A look at corporate, personal and, where relevant, partnership insolvency proceedings in Denmark, with a brief description to explain key features, as part of our Dictionary of Insolvency Terms in EU Member States. In particular, we highlight who controls the procedure and whether it is likely to be accompanied by a moratorium to prevent enforcement.
- Rekonstruktion comprises both voluntary and involuntary debtor-in-possession procedures for insolvent entities. It must include a compulsory arrangement and/or a transfer of the debtor's business.
- The proposed restructuring can only be imposed on unsecured claims. Preferential claims must be paid in full.
- Once initiated by the bankruptcy court, the process is irreversible and a restructuring administrator and a restructuring accountant are appointed by the bankruptcy court to oversee the ongoing business and to secure the execution of the restructuring. All major actions must be approved by the restructuring administrator and if considered necessary, the restructuring administrator may ask the bankruptcy court to replace the management of the company.
- Rekonstruktion triggers an automatic stay of enforcement.
- Creditors vote (simple majority) on the restructuring plan (no later than four weeks after the petition is filed) and restructuring proposal (no later than six months after the adoption of the restructuring plan – extendable by the bankruptcy court for up to four months) at court hearings and if both are not adopted, the debtor is automatically declared bankrupt.
- Konkurs can be both a voluntary or involuntary winding-up procedure for insolvent entities.
- Once initiated, a trustee is appointed who is charged with liquidating all the debtor's assets and distributing the proceeds in accordance with the statutory waterfall priority of claims.
- Konkurs triggers an automatic stay of enforcement. The normal organisational bodies – general meeting, board and management – will be deprived of their powers.
- The trustee binds the estate in bankruptcy and is supervised by the bankruptcy court.
- If a natural person is hopelessly indebted, they may petition the bankruptcy court for an order to facilitate a debt rescheduling.
- The bankruptcy court will appoint an insolvency practitioner to examine the financial affairs of the debtor and to provide a written opinion to the bankruptcy court of whether a debt rescheduling can be recommended or not. The opinion includes a budget concerning the debtor's next three-to-five-year period, listing all reasonable income and expenses and what debt can realistically be paid within that period, i.e. by how much the debts must be written down (up to 100%).

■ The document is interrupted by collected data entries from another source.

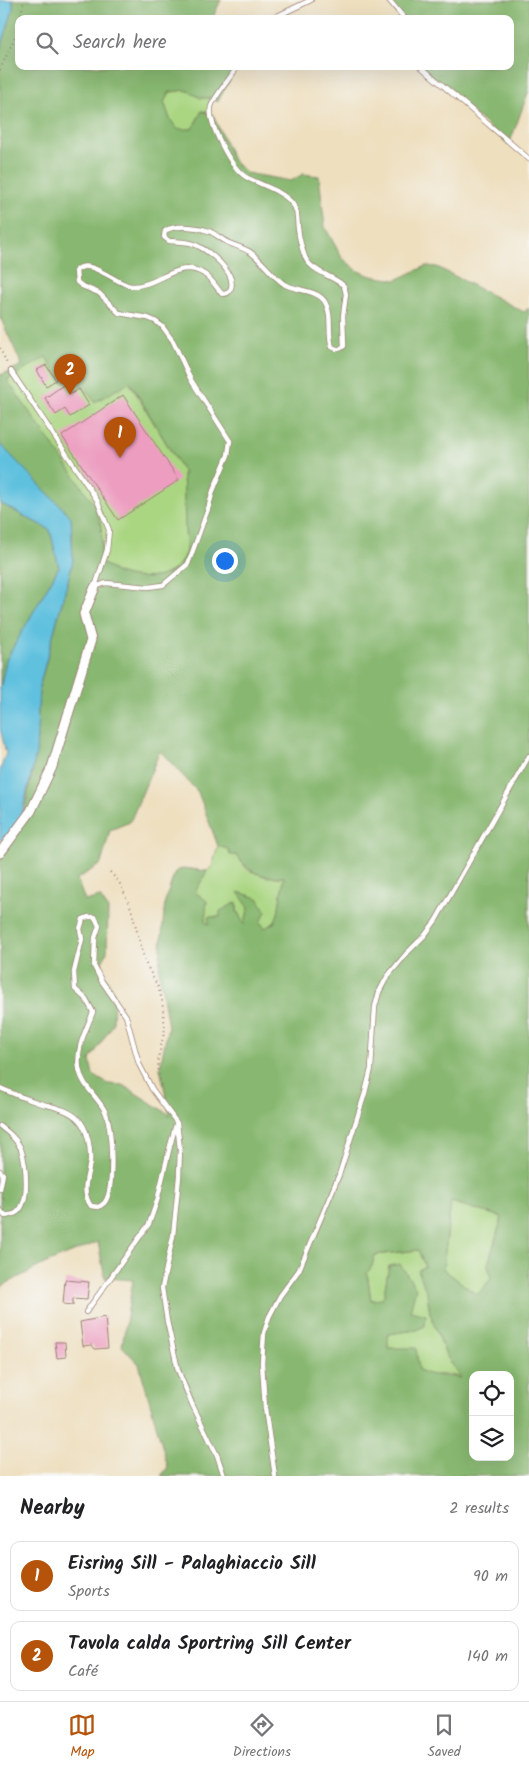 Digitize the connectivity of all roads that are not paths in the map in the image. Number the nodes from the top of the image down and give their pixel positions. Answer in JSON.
{"nodes":[{"id":1,"x":311,"y":0,"type":"edge"},
{"id":2,"x":389,"y":0,"type":"edge"},
{"id":3,"x":279,"y":15,"type":"edge"},
{"id":4,"x":402,"y":15,"type":"edge"},
{"id":5,"x":235,"y":70,"type":"edge"},
{"id":6,"x":425,"y":70,"type":"edge"},
{"id":7,"x":529,"y":159,"type":"edge"},
{"id":8,"x":11,"y":371,"type":"road end"},
{"id":9,"x":95,"y":587,"type":"junction"},
{"id":10,"x":529,"y":756,"type":"edge"},
{"id":11,"x":0,"y":853,"type":"edge"},
{"id":12,"x":0,"y":1088,"type":"edge"},
{"id":13,"x":177,"y":1123,"type":"junction"},
{"id":14,"x":0,"y":1126,"type":"edge"},
{"id":15,"x":0,"y":1171,"type":"edge"},
{"id":16,"x":0,"y":1189,"type":"edge"},
{"id":17,"x":0,"y":1210,"type":"edge"},
{"id":18,"x":86,"y":1312,"type":"dead end"},
{"id":19,"x":224,"y":1476,"type":"edge"},
{"id":20,"x":275,"y":1476,"type":"edge"}],
"edges":[{"from":1,"to":3,"type":"lane"},
{"from":2,"to":4,"type":"lane"},
{"from":5,"to":9,"type":"lane"},
{"from":6,"to":7,"type":"lane"},
{"from":8,"to":9,"type":"lane"},
{"from":9,"to":11,"type":"street"},
{"from":10,"to":20,"type":"lane"},
{"from":12,"to":13,"type":"lane"},
{"from":13,"to":18,"type":"lane"},
{"from":13,"to":19,"type":"lane"},
{"from":14,"to":17,"type":"lane"},
{"from":15,"to":16,"type":"lane"}]} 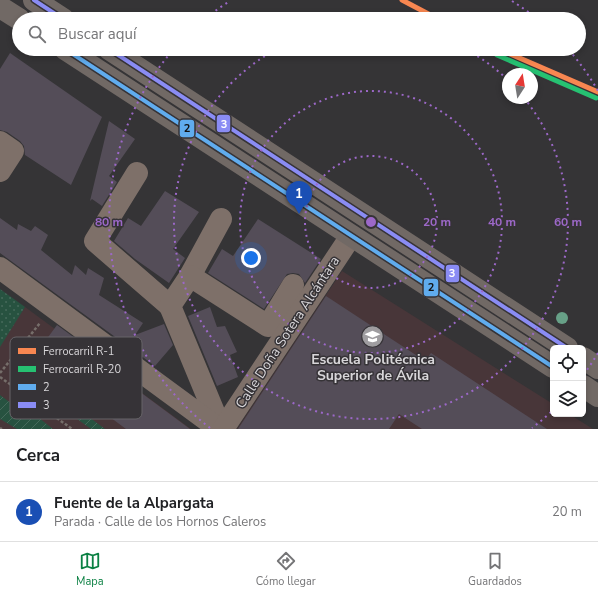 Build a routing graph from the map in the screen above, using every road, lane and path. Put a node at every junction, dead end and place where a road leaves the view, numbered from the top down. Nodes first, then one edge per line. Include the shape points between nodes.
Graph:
1 (34, 0) edge
2 (0, 7) edge
3 (52, 12) edge
4 (12, 15) edge
5 (76, 56) edge
6 (120, 56) edge
7 (0, 142) edge
8 (0, 171) edge
9 (136, 173) dead end
10 (221, 219) dead end
11 (351, 236) junction
12 (0, 268) edge
13 (190, 276) junction
14 (293, 285) dead end
15 (170, 306) junction
16 (44, 317) dead end
17 (28, 337) edge
18 (95, 337) edge
19 (562, 345) edge
20 (10, 360) edge
21 (586, 360) edge
22 (550, 365) edge
23 (598, 368) edge
24 (142, 371) edge
25 (0, 373) edge
26 (0, 378) edge
27 (10, 385) edge
28 (586, 388) edge
29 (598, 396) edge
30 (58, 419) edge
31 (72, 429) edge
32 (221, 429) edge

1 - 3 main road
2 - 4 main road
5 - 11 main road
6 - 19 main road
7 - 8 street via 13,151
9 - 15 street via 95,241
10 - 13 street
11 - 22 main road
11 - 32 street, Calle Doña Sotera Alcántara
12 - 18 street
13 - 14 street via 268,326
13 - 15 street
15 - 32 street
16 - 17 path
20 - 25 path
21 - 23 main road
24 - 32 street
26 - 27 path
28 - 29 main road
30 - 31 path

- Gaeldssanering triggers an automatic stay of enforcement.
Tvangsfuldbyrdelse af sikkerhedsrettigheder
Enforcement of pledge/charge
- Enforcement depends on the nature of the asset. If the debtor is not insolvent, then a non performing loan must be terminated and the assistance of the bailiff's court sought to enforce the secured interest. Pledges are unaffected by any of the restructuring proceedings. If the security right is a charge, and the debtor is subject to restructuring proceedings, the charge may only be enforced if payments falling due during the restructuring period are not paid.
- During bankruptcy proceedings, pledges may be enforced directly by the pledgee whereas enforcement of charges must be administered by the estate, i.e. they cannot be enforced without the cooperation of the trustee.
Anticipated changes in the next two years
The EU Directive on Restructuring and Insolvency1 requires Member States to incorporate minimum common standards into their national restructuring and insolvency laws by 17 July 2021. The intention of the Directive is to reduce barriers to the free flow of capital stemming from differences in Member States' restructuring and insolvency frameworks, and to enhance the rescue culture in the EU.
Notable features required to be included in Member States' national laws include:
- An effective preventive restructuring framework to enable debtors experiencing financial difficulties to restructure at an early stage, with a view to preventing insolvency and ensuring their viability.
- A stay of up to four months extendable to up to 12 months to support negotiations of a restructuring proposal, which should prevent individual enforcement action and include rules preventing the withholding of performance, termination, acceleration or modification of essential contracts.
- An ability to cram down dissenting classes of creditors.
- Adequate protection for financing needed to allow the business to survive or to preserve the value of the business pending a restructuring, and for new financing necessary to implement a restructuring plan.
- Provision for honest, insolvent entrepreneurs to have access to a procedure that can lead to a full discharge of their debts (subject to limited exceptions) within three years.
Contact: Peter Hedegaard Knudsen
1 Directive (EU) 2019/1023 of the European Parliament and of the Council of 20 June 2019 on preventive restructuring frameworks, on discharge of debt and disqualifications, and on measures to increase the efficiency of procedures concerning restructuring, insolvency and discharge of debt, and amending Directive (EU) 2017/1132.